2011年12月 2日
プリンタといえば、白い紙に印刷するコピー機しか知らない記者。「立体物を印刷するってどういうこと??」と考えながら、初めて一般公開されるという3D(立体)プリンタ『Eden』の実力を確かめるために、千葉市科学館へ行ってきました!
千葉市科学館は千葉駅からほど近い、『Qiball(きぼーる)』という施設の7~10階にある、先端技術や自然科学、宇宙、地球環境などを体感できる科学館。この9階「テクノタウン」内の「テクノショップ」というコーナーに『Eden』は展示されていました。
さっそく覗いてみると、ガラスケースに入った頭蓋骨や手首、恐竜の模型が目に飛び込んできます。
「3Dプリンタは、もともと工業用の試作品などを作るのに開発されたものなんです。それが近年では、建築・医療・教育など幅広い分野で活用されるようになりました。とくに医療では欠かせない存在となっています」(千葉市科学館 鴨田さん)

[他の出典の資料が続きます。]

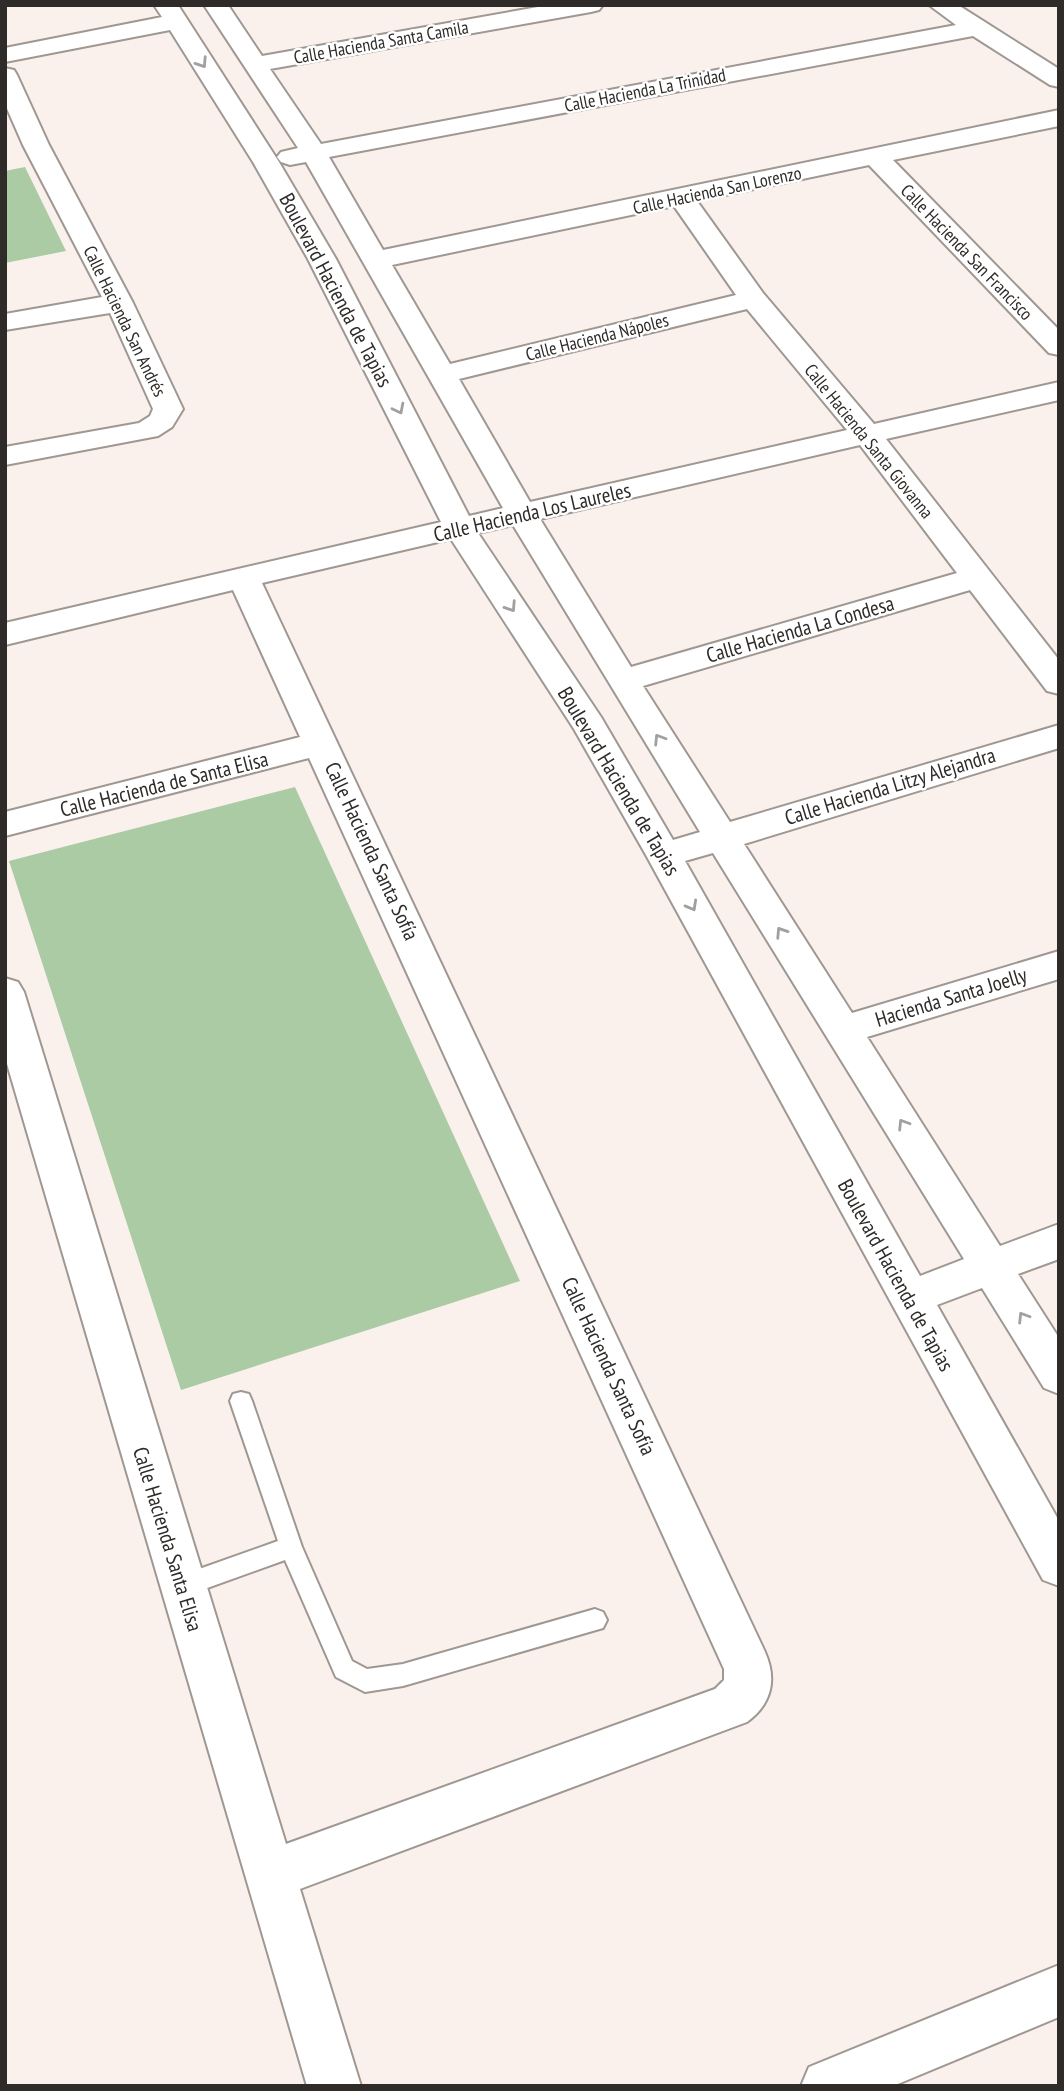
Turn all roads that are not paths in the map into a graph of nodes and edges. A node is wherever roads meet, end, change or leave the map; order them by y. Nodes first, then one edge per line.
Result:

事故や病気の治療の際、患部がどのようになっているのか確かめるためには、実際に切ってみなければわからないことが多々あります。そのようなとき、手術をする前にCTやMRIで患部の画像を取り込み、3Dプリンタを使って模型を作るのだそう。そうすることで、予め「どこが損傷しているか」「どこに腫瘍があるのか」を知ることができるため、治療がスムーズに進むのだそうです。
では、実際どのように立体物が印刷されていくのでしょうか?
「まずはコンピュータの中に3Dのデータを作ります。プリンタがそのデータを読み込んだら、液体の樹脂を少しずつ吹き付けて紫外線ランプを当てて固めていきます。それを何回も繰り返すんです。この『Eden』は1回の樹脂散布がたった16μmなので、約1cm作るのに1時間ほどかかるんですよ」(鴨田さん)
『Eden』を使うと、コンピュータでデータが作れるものならどんなものでも形にすることができるというから驚きです。
展示会場には、人間大に造型されたウルトラマンゼロの姿も。この1体作るのに何時間かかるのか想像することもできませんが、その完成度の高さにはため息が出るばかり。
最先端の技術を見せ付けられたこの3Dプリンタ。通常は数百万円と高額なこともあり、日本ではまだ法人利用がほとんどですが、なんと海外ではすでに10万円ほどの家庭用も発売されているんだとか。縦横約30cm、高さ約40cmとコンパクトながら、栓抜きから食器、哺乳瓶などなど、家庭で使用するほとんどのものを作れるそうです。
その他、イギリスの大学でチョコレートを使った3Dプリンタが開発されるなど、3Dプリンタの世界は夢が広がります。
千葉市科学館では、2012年4月10日まで『Eden』の展示を行っているそうなので、ぜひ親子で最先端技に触れてみてください。